Why can't milk of magnesia (Mg(OH)2), act as a buffer?

It is not a weak base. A buffer consists of

A. a weak acid and its salt OR
B. a weak base and its salt.
Mg(OH)2 does not meet either criteria. It is not a weak base and there is no salt.

Milk of magnesia, which is a suspension of magnesium hydroxide (Mg(OH)2) in water, cannot act as a buffer because it does not contain both a weak acid and its conjugate base or a weak base and its conjugate acid.

To understand why this is important, let's first talk about what a buffer is. A buffer is a solution that can resist changes in pH when small amounts of acid or base are added to it. It contains a weak acid and its conjugate base, or a weak base and its conjugate acid. The weak acid and its conjugate base can react with small amounts of added base to prevent a significant increase in pH, while the weak base and its conjugate acid can react with small amounts of added acid to prevent a significant decrease in pH. This ability to "buffer" the pH is what makes buffers important in maintaining the stability of many biological systems.

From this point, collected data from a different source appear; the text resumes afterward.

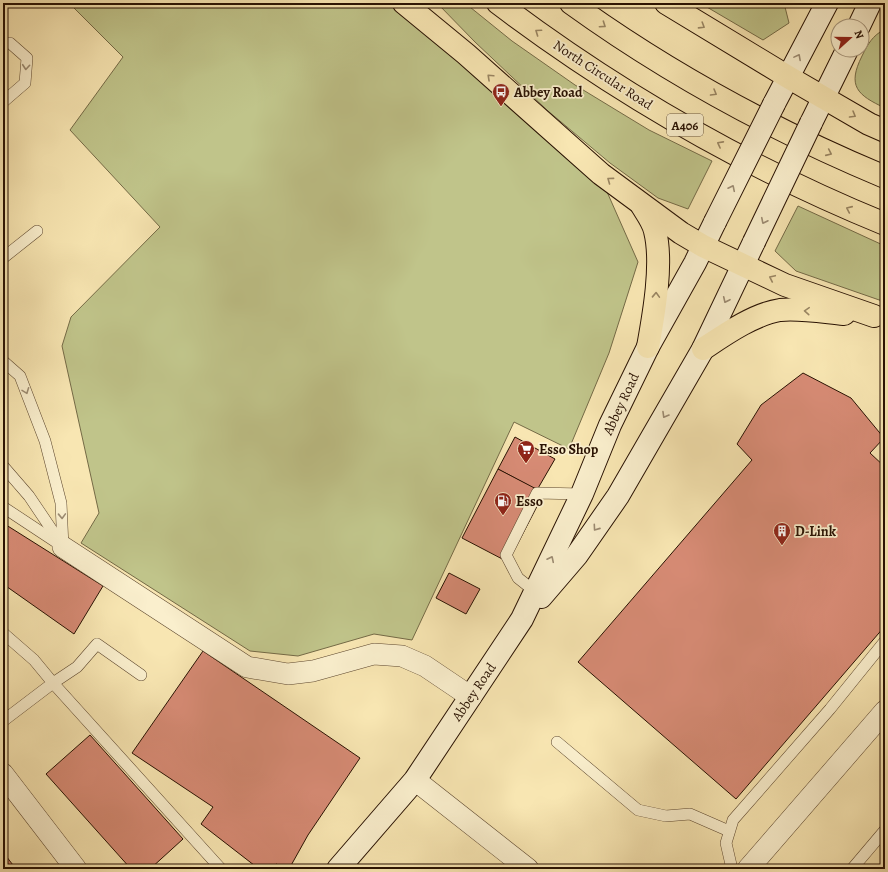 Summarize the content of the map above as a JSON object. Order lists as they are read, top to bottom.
{
  "streets": {
    "highway": ["North Circular Road", "A406"],
    "street": ["Abbey Road"]
  },
  "places": {
    "bus stop": ["Abbey Road"],
    "supermarket": ["Esso Shop"],
    "fuel station": ["Esso"],
    "building": ["D-Link"]
  },
  "north": "right"
} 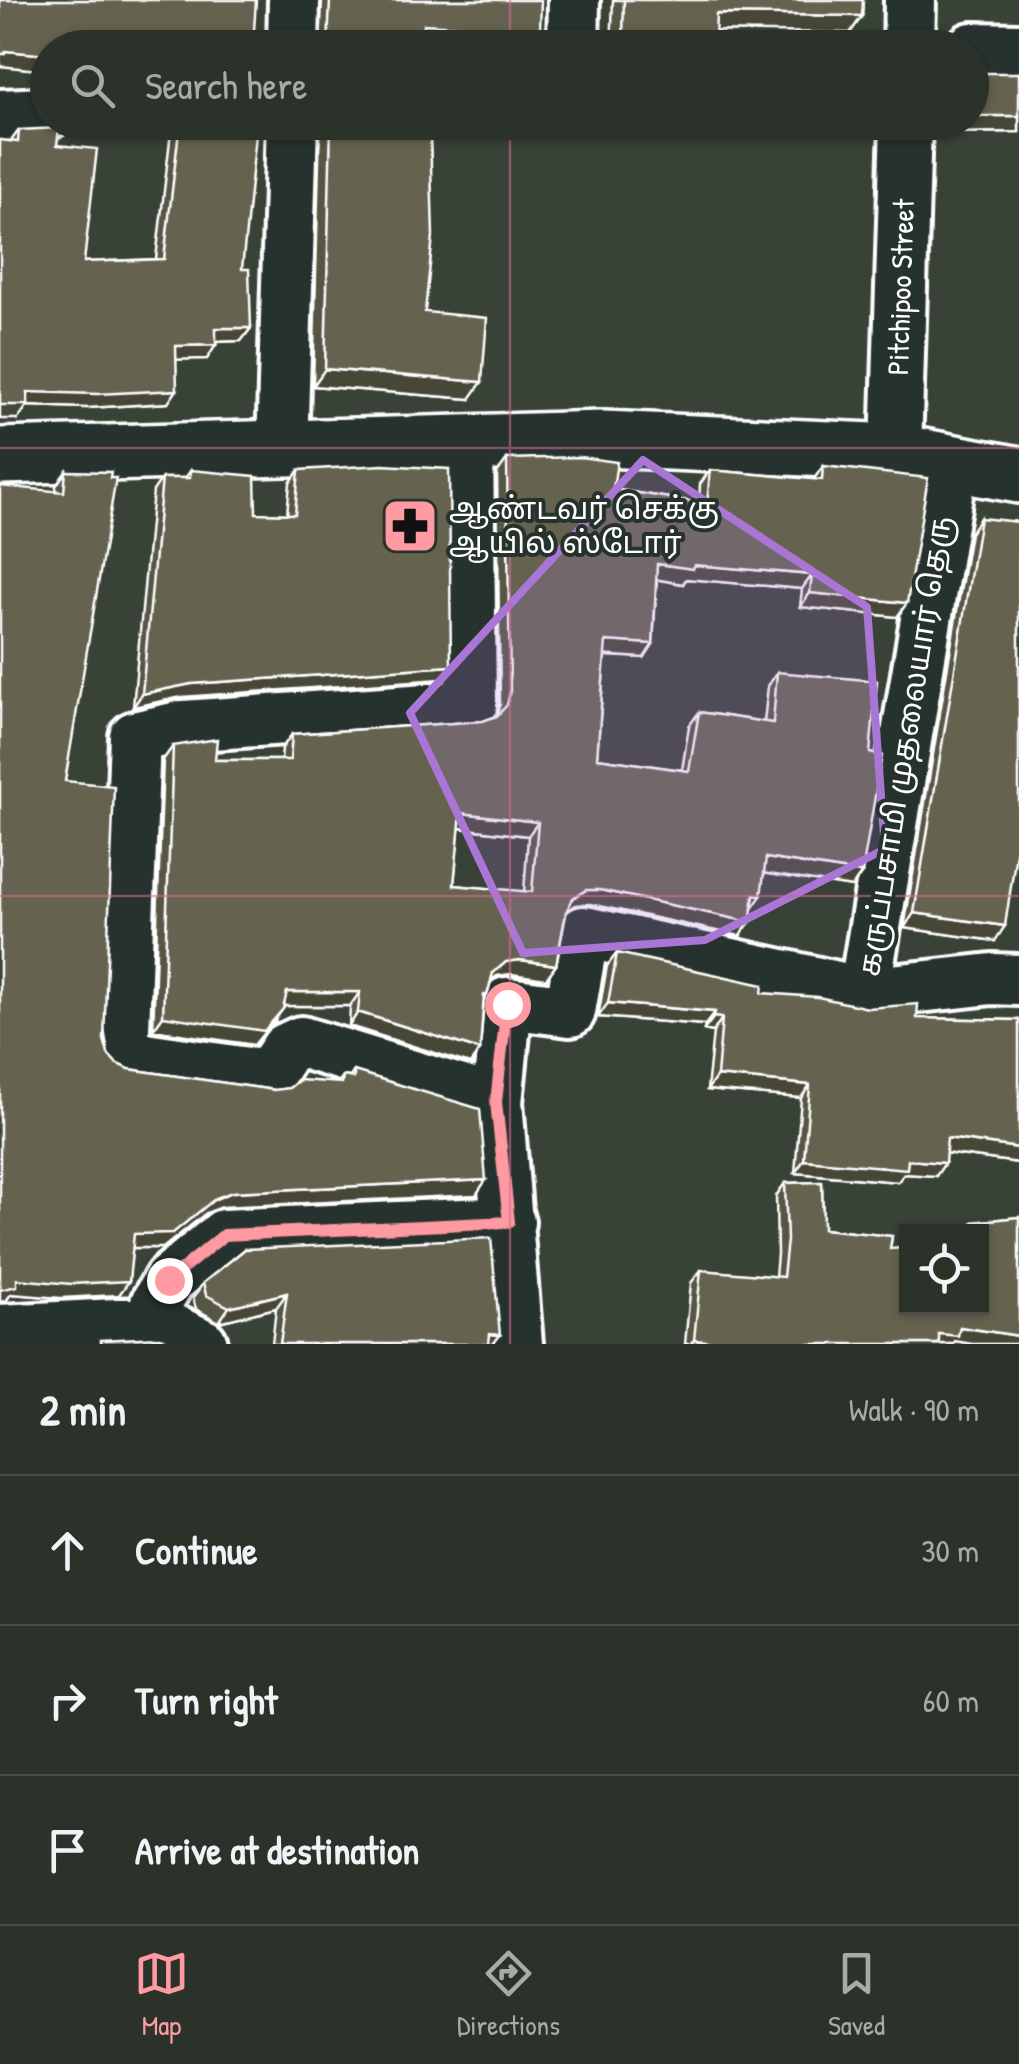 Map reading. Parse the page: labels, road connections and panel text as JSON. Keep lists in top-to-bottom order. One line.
{"streets":{"street":["Pitchipoo Street","கருப்பசாமி முதலையார் தெரு"]},"places":{"pharmacy":["ஆண்டவர் செக்கு ஆயில் ஸ்டோர்"]},"page":{"search":"Search here","heading":["2 min","Walk · 90 m"],"list":[["Continue","30 m"],["Turn right","60 m"],"Arrive at destination"],"nav":["Map","Directions","Saved"]}}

In the case of milk of magnesia, Mg(OH)2 is a strong base. It reacts completely with water to form hydroxide ions (OH-) and magnesium ions (Mg2+). Since it is a strong base, it does not have a weak acid counterpart that could act as a conjugate acid, which is necessary to form a buffer system.

Therefore, milk of magnesia cannot act as a buffer because it lacks the required components, a weak acid and its conjugate base, or a weak base and its conjugate acid.